WOW...impossible to find the audio/lan drivers for this laptop...went to the gateway website...cannot find this model anywhere on there. Any site have these...goodle search, just gets the usal slam for downloading the drivers finder program..not a lot of help anywhere..I got no sound or interent on this laptop. Thanks for anyhelp...


----------



## Triple6 (Dec 26, 2002)

You sure that's the proper model number, I see a few hits that suggest the proper model number is MT3707, so these should be the drivers for that unit: http://support.gateway.com/us/en/product/default.aspx?tab=1&modelId=3094


----------



## topazbest (Aug 25, 2003)

I downloaded and installed the two files....still no internet connection. On the bottom of the laptop here is the model,etc.

MODEL: MT3705....but on another tag it says MODEL W340UI

The device manager says sound is ok ( legacy drivers) but I still cannot hear anything. it has a little speaker icon onthe device manager..

The ethernet controller shows the yellow question mark..
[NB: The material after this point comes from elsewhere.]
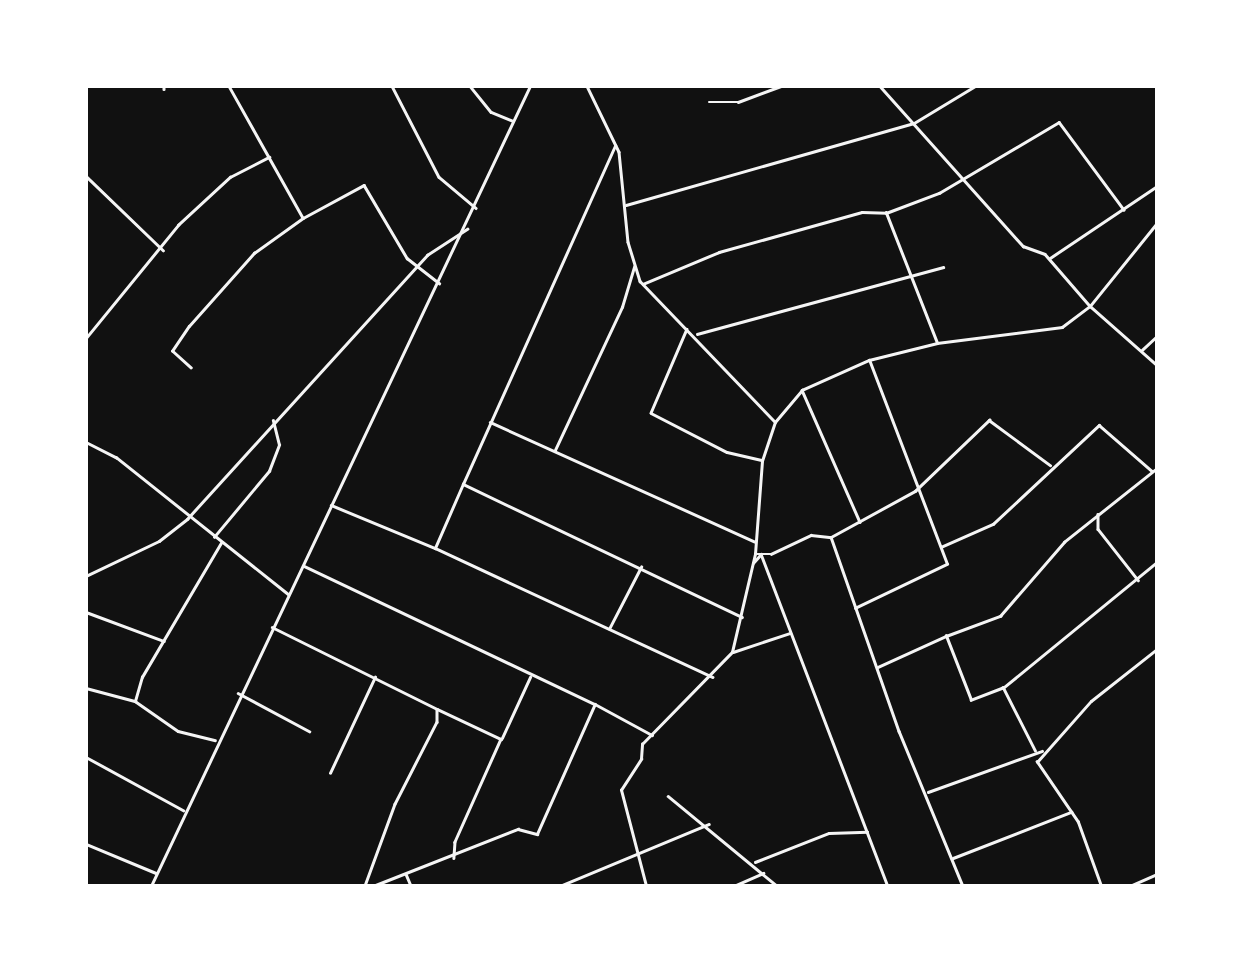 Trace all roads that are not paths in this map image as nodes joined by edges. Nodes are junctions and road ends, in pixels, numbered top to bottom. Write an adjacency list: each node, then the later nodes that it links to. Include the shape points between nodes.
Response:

ANy ideas...and thanks again.


----------



## topazbest (Aug 25, 2003)

On the website I found a utility that identifies the hardware. IT shows the ethernet as a REALTEK.....I went to REALTEK and downloaded the 8185 model, and POOF...it gave me the wireless. This utitlity from GATEWAY does not identify the audio drivers, etc....so will work on that. Half way home....now to get some sound?


----------



## Triple6 (Dec 26, 2002)

Chances are its the Realtek HD Audio: http://www.realtek.com.tw/downloads...=24&Level=4&Conn=3&DownTypeID=3&GetDown=false


----------



## topazbest (Aug 25, 2003)

Downloaded and installed the REALTEK R2 68 driver...still no sound. No speaker on tray,etc. Attempted to play audio CD...error in media player...no sound device installed. Device manager shows no yellow flags on sound,video, game controllers. But in OTHER DEVICES I have the yellow question marks on the following:;

AUDIO DEVICE ON HD AUDIO BUS
ETHERNET CONTROLLER
MODEM DEVICE ON HD AUDIO BUS
SM BUS CONTROLLER
VIDEO CONTROLLER.

Internet works fine....connects fine....see anything on the sound?


----------



## Triple6 (Dec 26, 2002)

You still need to install the chipset, Ethernet card, modem, and graphics drivers. Have you tried the rest of the drivers from the Gateway site?

You also haven't said which version of Windows you installed; XP, Vista, 7 and if its 32 bit or 64 bit...


----------



## topazbest (Aug 25, 2003)

Windows XP Pro 32 bit laptop:
Went to Gateway site...and installed all listed drivers.....

Audio Sigmatel
Modem Agere
Touchpad
VGA-ATI

Still no sound...in Device manager I have yellow question marks on the following:

ETHERNET CONTROLLER
SM BUS CONTROLLER
VIDEO CONTROLLER

ALSO UNDER SOUND I have a yellow mark on Sigmatel HD AUDIO...

Hope I'm not trying your patience....thanks in advance.


----------



## Triple6 (Dec 26, 2002)

The drivers on the Gateway site are for Vista, as that's the licensed operating system that came with the unit. Windows XP is not a supported operating system by Gateway so you will need to either go back to Vista or find the drivers elsewhere. I assume you have a legitimate copy of Windows XP SP3 that you've installed on this laptop? If not you need to get the recovery media from Gateway for the unit.


----------



## topazbest (Aug 25, 2003)

OK...will get an issue of VISTA and roll it on this one...thanks for the help...


----------